# Task description:
Answer with a number only, stating how many lines of the records hold the word "Husu".
Supplied information Start Marker
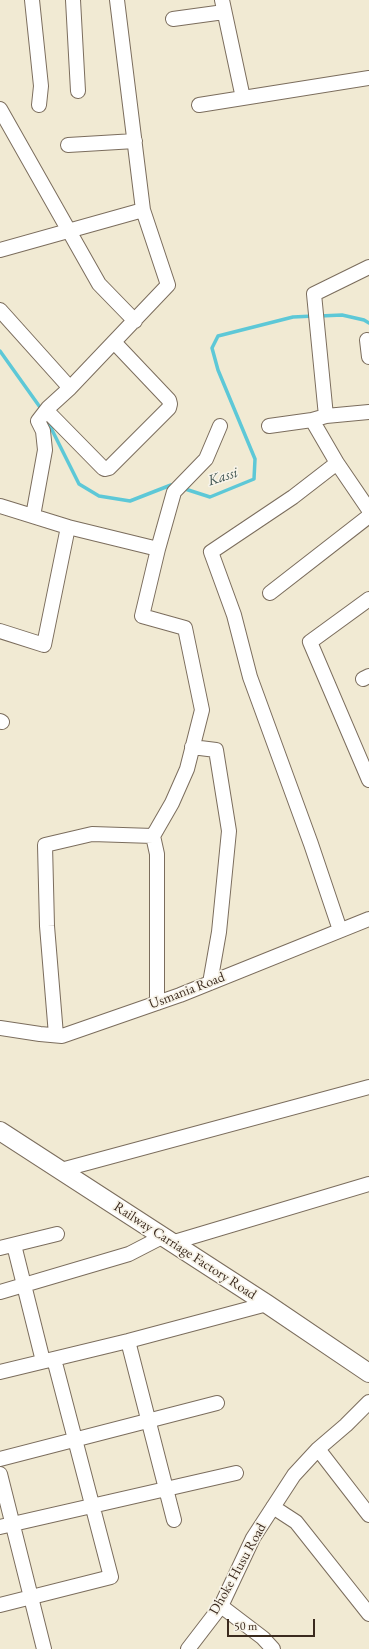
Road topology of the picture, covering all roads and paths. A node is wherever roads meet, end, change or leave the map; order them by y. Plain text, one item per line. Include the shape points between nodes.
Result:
1 (32, 0) edge
2 (73, 0) edge
3 (117, 0) edge
4 (223, 6) edge
5 (173, 19) dead end
6 (369, 78) edge
7 (78, 91) dead end
8 (242, 98) junction
9 (39, 105) dead end
10 (199, 105) dead end
11 (0, 109) edge
12 (135, 141) junction
13 (68, 145) dead end
14 (143, 210) junction
15 (70, 231) junction
16 (0, 250) edge
17 (369, 267) edge
18 (0, 310) edge
19 (135, 321) junction
20 (367, 340) dead end
21 (114, 342) junction
22 (369, 357) edge
23 (70, 388) junction
24 (369, 412) edge
25 (43, 415) junction
26 (326, 416) junction
27 (312, 420) junction
28 (220, 426) dead end
29 (269, 426) dead end
30 (337, 463) junction
31 (0, 506) edge
32 (369, 510) edge
33 (33, 516) junction
34 (369, 516) edge
35 (68, 527) junction
36 (158, 549) junction
37 (270, 593) dead end
38 (369, 599) edge
39 (0, 631) edge
40 (192, 747) junction
41 (368, 773) edge
42 (153, 836) junction
43 (369, 919) edge
44 (340, 930) junction
45 (210, 983) junction
46 (157, 1003) junction
47 (0, 1028) edge
48 (56, 1035) junction
49 (369, 1087) edge
50 (0, 1131) edge
51 (61, 1170) junction
52 (369, 1184) edge
53 (56, 1234) dead end
54 (167, 1240) junction
55 (14, 1245) junction
56 (0, 1248) edge
57 (24, 1286) junction
58 (0, 1292) edge
59 (267, 1304) junction
60 (128, 1341) junction
61 (48, 1360) junction
62 (0, 1372) edge
63 (369, 1373) edge
64 (369, 1402) edge
65 (217, 1403) dead end
66 (148, 1421) junction
67 (75, 1440) junction
68 (318, 1449) junction
69 (0, 1459) edge
70 (236, 1473) dead end
71 (0, 1474) edge
72 (166, 1489) junction
73 (92, 1506) junction
74 (273, 1507) junction
75 (369, 1515) edge
76 (174, 1520) dead end
77 (6, 1525) edge
78 (31, 1598) junction
79 (0, 1605) edge
80 (221, 1606) junction
81 (369, 1614) edge
82 (194, 1647) edge
83 (44, 1649) edge
84 (273, 1649) edge

1 - 9 street via 41,86
2 - 7 street
3 - 12 street
4 - 5 street
4 - 8 street
6 - 8 street
8 - 10 street
11 - 15 street
12 - 13 street
12 - 14 street
14 - 15 street
14 - 19 street via 168,285
15 - 16 street
15 - 19 street via 99,284
17 - 26 street via 314,294
18 - 23 street
19 - 21 street
20 - 22 street
21 - 23 street
21 - 25 street via 169,400 169,408 109,468 105,469
23 - 25 street
24 - 26 street
25 - 33 street via 45,450
26 - 27 street
27 - 29 street
27 - 30 street
28 - 36 street via 206,459 172,498
30 - 32 street
30 - 44 street via 211,552 234,615 250,677
31 - 33 street
33 - 35 street
34 - 37 street
35 - 36 street
35 - 39 street via 44,645
36 - 40 street via 142,616 185,628 202,710
38 - 41 street via 310,642
40 - 42 street via 187,769 172,804
40 - 45 street via 216,750 229,830 219,932
42 - 46 street via 157,854
42 - 48 street via 92,834 45,845 47,926
43 - 44 street, Usmania Road
44 - 45 street, Usmania Road
45 - 46 street, Usmania Road
46 - 48 street, Usmania Road via 62,1036
47 - 48 street, Usmania Road
49 - 51 street
50 - 51 main road, Railway Carriage Factory Road
51 - 54 main road, Railway Carriage Factory Road
52 - 54 street
53 - 55 street
54 - 57 street
54 - 59 main road, Railway Carriage Factory Road
55 - 56 street
55 - 57 street
57 - 58 street
57 - 61 street
59 - 60 street
59 - 63 main road, Railway Carriage Factory Road
60 - 61 street
60 - 66 street
61 - 62 street
61 - 67 street
64 - 68 street, Dhoke Husu Road
65 - 66 street
66 - 67 street
66 - 72 street
67 - 69 street
67 - 73 street
68 - 74 street, Dhoke Husu Road via 294,1475
68 - 75 street
70 - 72 street
71 - 77 street
72 - 73 street
72 - 76 street
73 - 77 street
73 - 78 street via 111,1576
74 - 80 street, Dhoke Husu Road via 253,1538
74 - 81 street via 296,1522
77 - 78 street
78 - 79 street
78 - 83 street
80 - 82 street, Dhoke Husu Road
80 - 84 street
Supplied information End Marker
# Exercise answer:
4